The Death of the Spy
The inability of Lieutenant Mackinson to add a single word of further information to what he had said as he regained consciousness on the promenade deck increased the mystery.
The young lieutenant, it seemed, had been following a trail which he believed was leading him closer and closer to the object of the hunt, and it was in forging the links of this chain of circumstantial evidence that the young officer was led into the lower depths of the ship.
"From a sailor who did not know why I was inquiring," he told the captain, "I learned that on the night the unknown man invaded the battery room this sailor had seen another member of the crew, presumably from the engine or boiler room, throw aside something as he hurried along the passageway leading from the wireless room. He was in his undershirt.
"The sailor said he was about to investigate when he saw us come along, and you stooped to pick up whatever it was that had been thrown away.
"While I was talking to him another member of the crew, evidently also from the boiler or engine room, brushed by us. He had disappeared when the sailor said to me, 'I think that was the fellow—the one that just went by.' Not wanting to arouse his suspicions, I ended the conversation with a casual remark, and then strolled away until I was out of the sailor's sight, and then hurried as fast as I could toward the engine room.

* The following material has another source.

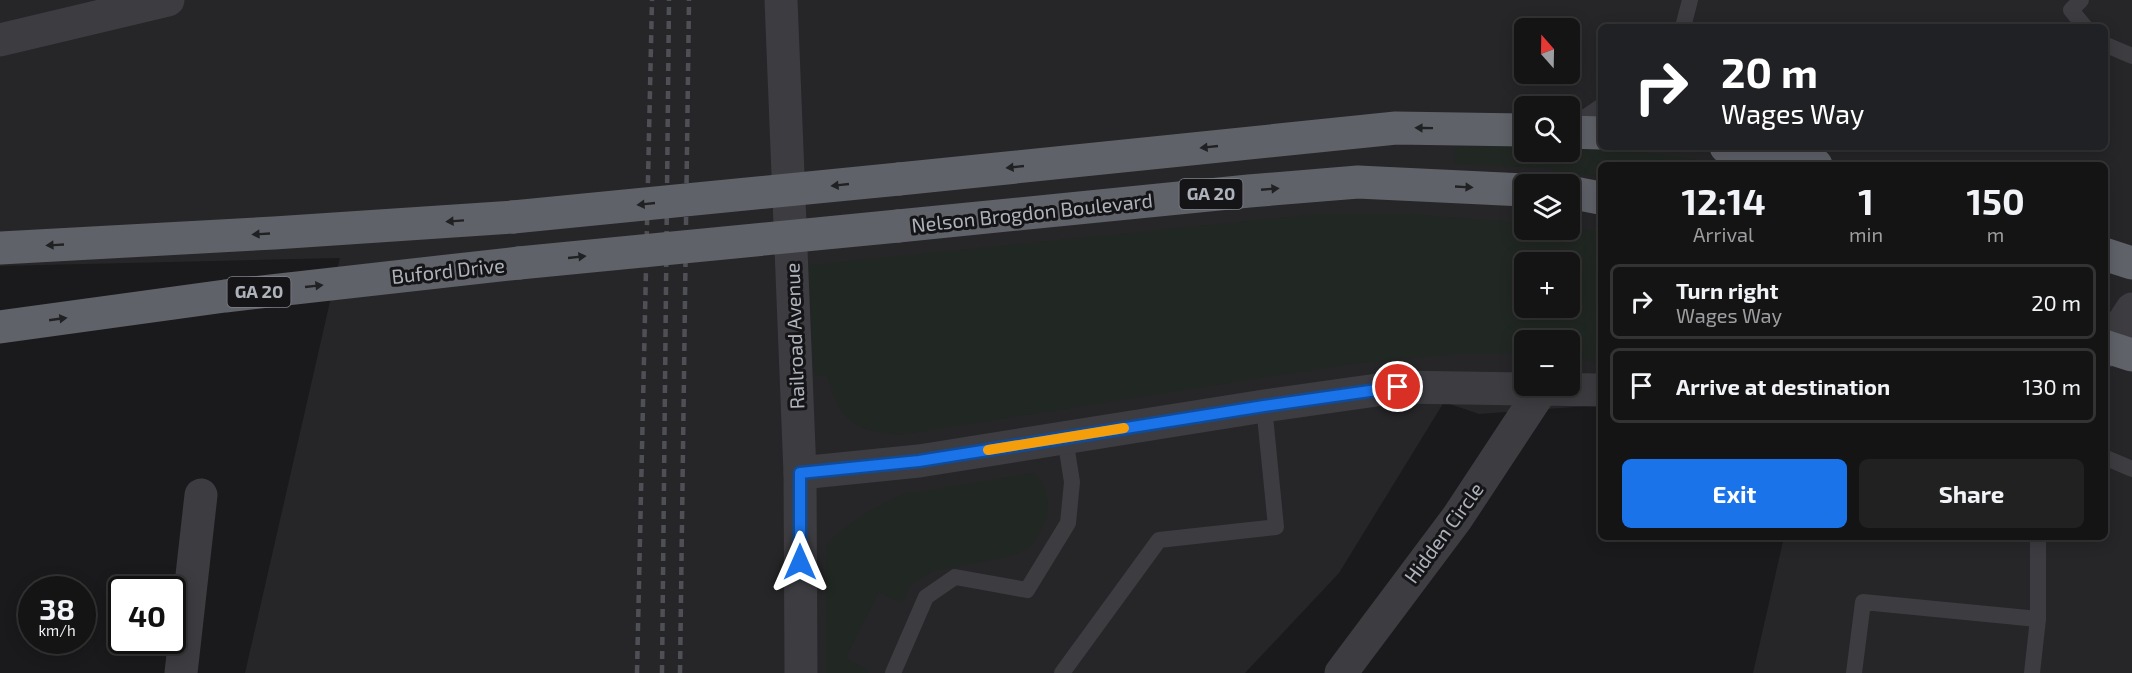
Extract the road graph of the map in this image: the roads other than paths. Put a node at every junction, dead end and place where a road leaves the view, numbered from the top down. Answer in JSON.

"I do not know that part of the ship well, and it was very dark down there. I was groping my way along when I thought I heard steps just ahead of me. I stopped to listen, and when the sound was not repeated I proceeded onward.

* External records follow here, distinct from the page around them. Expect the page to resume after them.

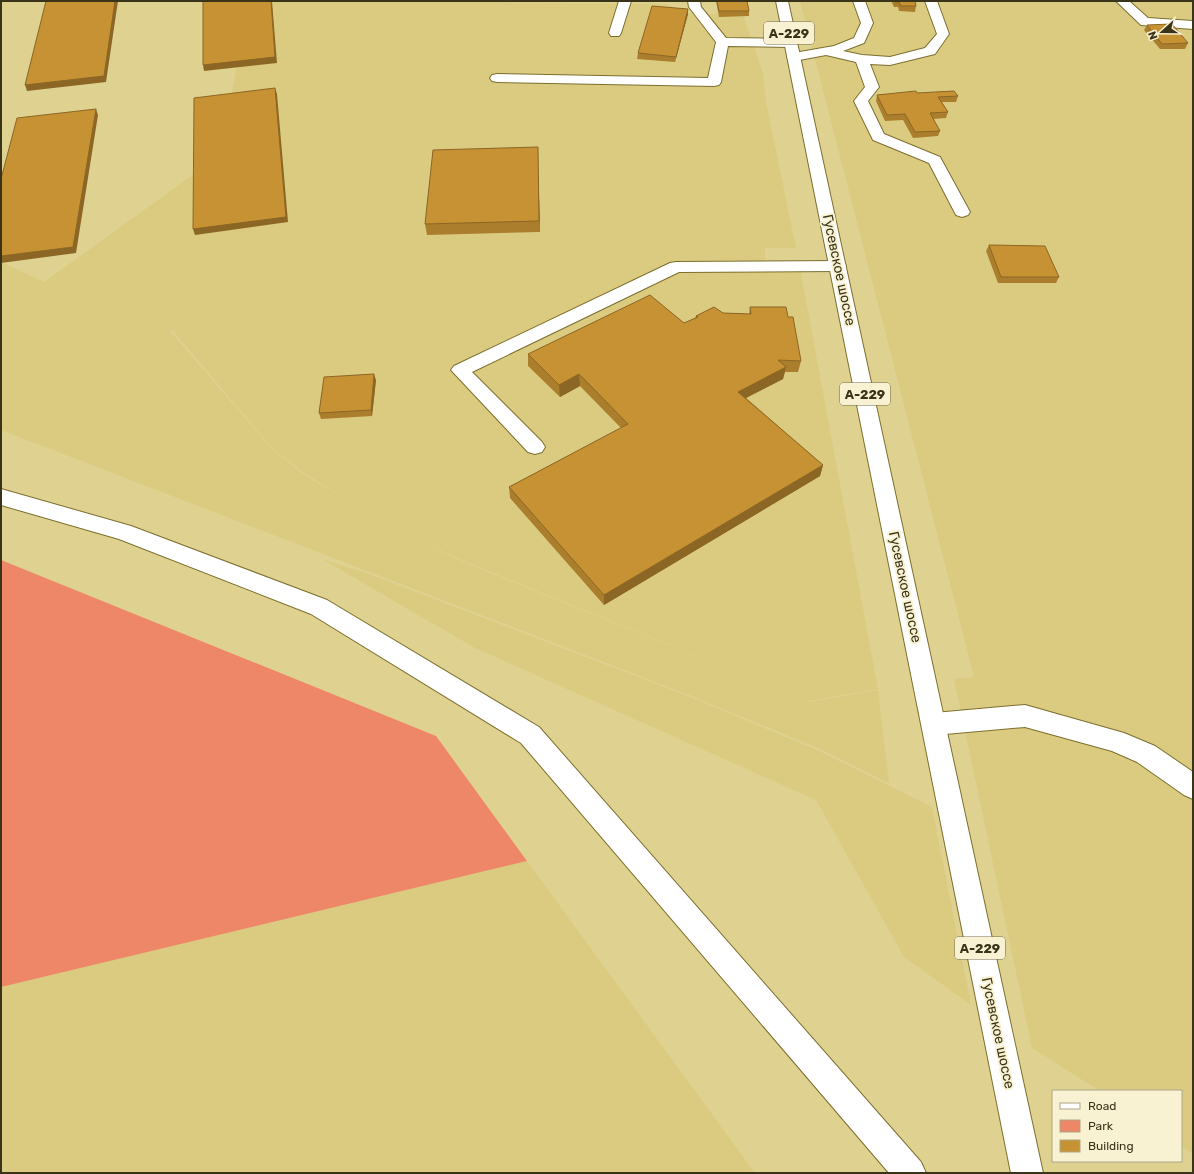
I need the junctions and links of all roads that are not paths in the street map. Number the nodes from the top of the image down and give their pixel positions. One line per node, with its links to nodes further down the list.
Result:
1 (625, 1): 8 (main road)
2 (694, 1): 9 (main road)
3 (782, 1): 10 (main road, Гусевское шоссе / А-229)
4 (859, 1): 11 (main road)
5 (931, 1): 12 (main road)
6 (1122, 1): 7 (main road)
7 (1193, 25)
8 (615, 33)
9 (722, 42): 10 (main road); 13 (main road)
10 (792, 50): 11 (main road); 15 (main road, Гусевское шоссе / А-229)
11 (826, 51): 12 (main road)
12 (862, 59): 14 (main road)
13 (497, 78)
14 (962, 212)
15 (838, 266): 16 (main road); 18 (main road, Гусевское шоссе / А-229)
16 (535, 447)
17 (1, 497): 20 (main road)
18 (934, 724): 19 (main road); 21 (main road, Гусевское шоссе / А-229)
19 (1193, 787)
20 (910, 1173)
21 (1027, 1173)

"All of a sudden I was grasped by the neck and one arm from behind, and thrown into that closet. Before I could utter a word I was a prisoner behind a locked door. I called several times, and, receiving no response, realized that I must be some distance from anyone else and that the noises of the engines completely drowned out my voice.
"Every moment it became more stifling in there, and I had no doubt that I had walked directly into a death-trap. It was then I began signaling on the steam-pipe. I guess it was a mighty lucky thing for me that Slim Goodwin strolled out on deck just at the time he did."
And that was all that Lieutenant Mackinson could tell. The mysterious stranger remained what he had been from the first—a desperate and dangerous and unknown spy, lurking somewhere upon the American transport Everett with the evident intention of making the ship's position known to German U-boats when the Everett and her convoy of cruisers and destroyers entered the danger zone.